■ Description of the task
Please retype the entries below word for word, passing over every picture.

Source records: Begin

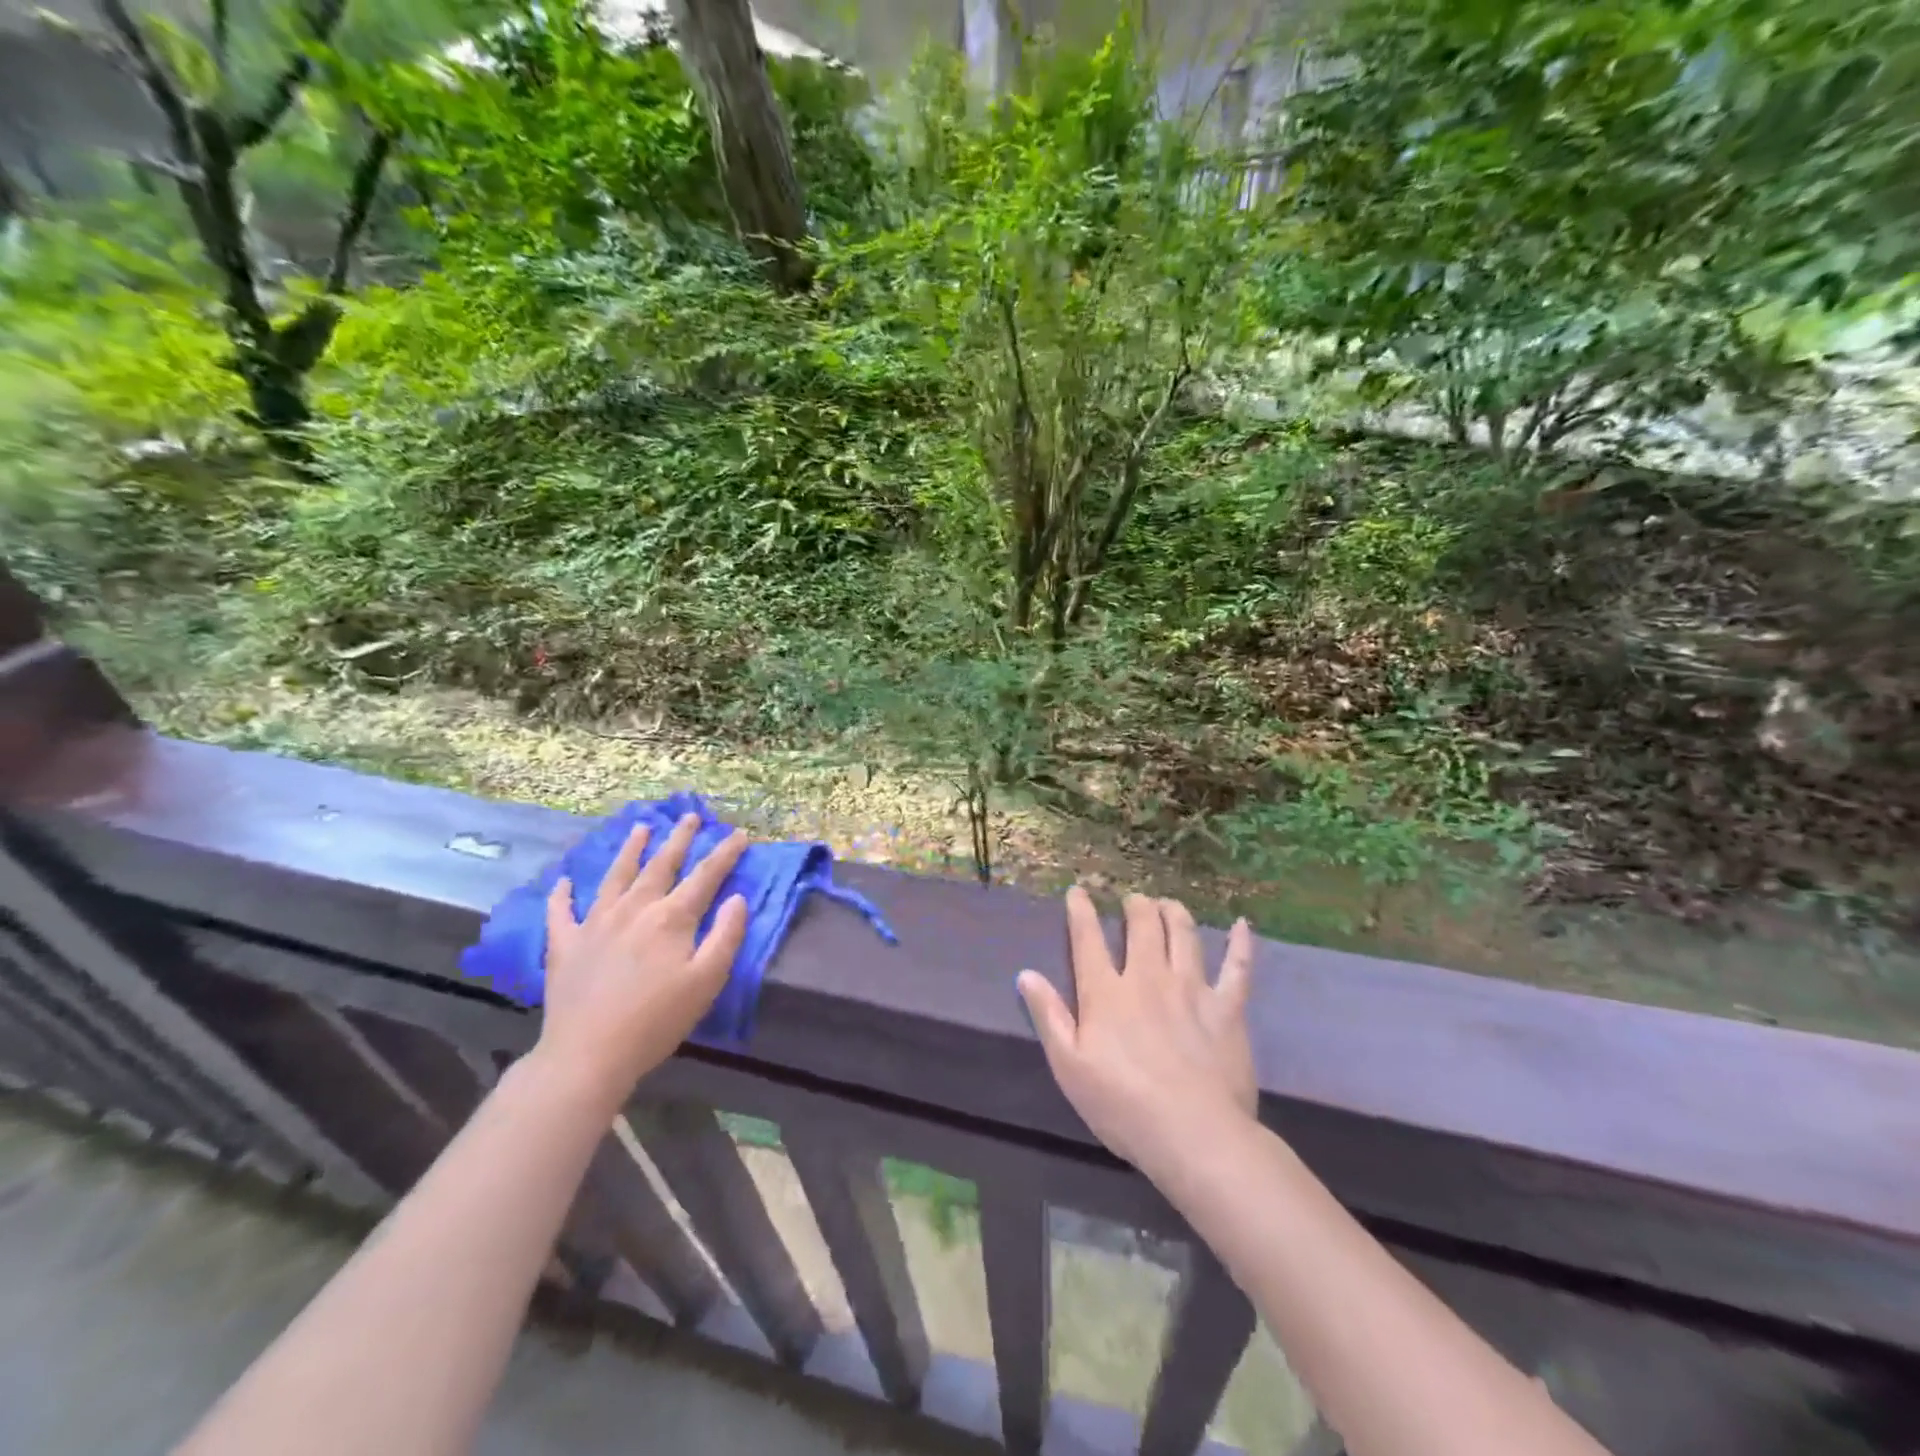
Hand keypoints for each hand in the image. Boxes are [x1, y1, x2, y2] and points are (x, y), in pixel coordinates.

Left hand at [533, 813, 748, 1108]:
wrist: (588, 1054)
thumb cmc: (657, 1020)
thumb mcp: (707, 981)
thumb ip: (726, 935)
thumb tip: (737, 898)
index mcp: (671, 918)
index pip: (705, 876)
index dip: (725, 854)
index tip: (740, 833)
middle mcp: (634, 909)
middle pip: (660, 865)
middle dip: (679, 838)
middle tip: (689, 815)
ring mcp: (595, 923)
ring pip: (616, 876)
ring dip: (630, 850)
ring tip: (640, 827)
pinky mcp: (565, 944)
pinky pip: (561, 911)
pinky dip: (562, 894)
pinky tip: (564, 881)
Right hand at [1019, 889, 1256, 1179]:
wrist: (1194, 1134)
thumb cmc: (1122, 1106)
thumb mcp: (1069, 1067)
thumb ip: (1049, 1016)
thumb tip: (1026, 974)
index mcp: (1106, 993)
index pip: (1088, 940)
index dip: (1080, 911)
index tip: (1078, 891)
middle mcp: (1148, 978)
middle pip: (1142, 927)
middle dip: (1136, 906)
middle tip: (1134, 900)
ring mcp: (1192, 989)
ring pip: (1183, 935)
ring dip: (1174, 913)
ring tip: (1168, 903)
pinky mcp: (1227, 1008)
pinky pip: (1238, 967)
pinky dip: (1240, 944)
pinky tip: (1241, 925)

Source records: End

■ Problem solution
Hand keypoints for each hand in the image. Boxes are [x1, y1, x2, y2] and points are (x, y), in pixel coordinates.

Left hand at [533, 813, 748, 1108]:
wrist: (588, 1054)
thumb cmc: (657, 1020)
thumb mcp: (707, 981)
thumb ip: (726, 935)
thumb tip: (737, 898)
index mcp: (671, 918)
index pip: (705, 876)
index dip: (725, 854)
index tip: (740, 833)
middle mcp: (634, 909)
middle pip: (660, 865)
middle dip: (679, 838)
middle tip: (689, 815)
ring mcp: (595, 923)
ring pip: (616, 876)
ring dip: (630, 850)
ring tip: (640, 827)
pinky mcp: (565, 944)
pinky pip: (561, 911)
pinky dip: (562, 894)
pinky tip: (564, 881)
Right hand at [1019, 889, 1256, 1179]:
wrist: (1194, 1134)
thumb cmc: (1122, 1106)
thumb mcp: (1069, 1067)
thumb ip: (1049, 1016)
thumb tip: (1026, 974)
index mcp: (1106, 993)
index pip: (1088, 940)
index dip: (1080, 911)
index tip: (1078, 891)
middle mcp: (1148, 978)
middle pip: (1142, 927)
middle dip: (1136, 906)
middle tip: (1134, 900)
ring mcp: (1192, 989)
ring pip: (1183, 935)
ring dip: (1174, 913)
ring tip: (1168, 903)
pinky mcp: (1227, 1008)
pinky pip: (1238, 967)
pinky dip: (1240, 944)
pinky tip: (1241, 925)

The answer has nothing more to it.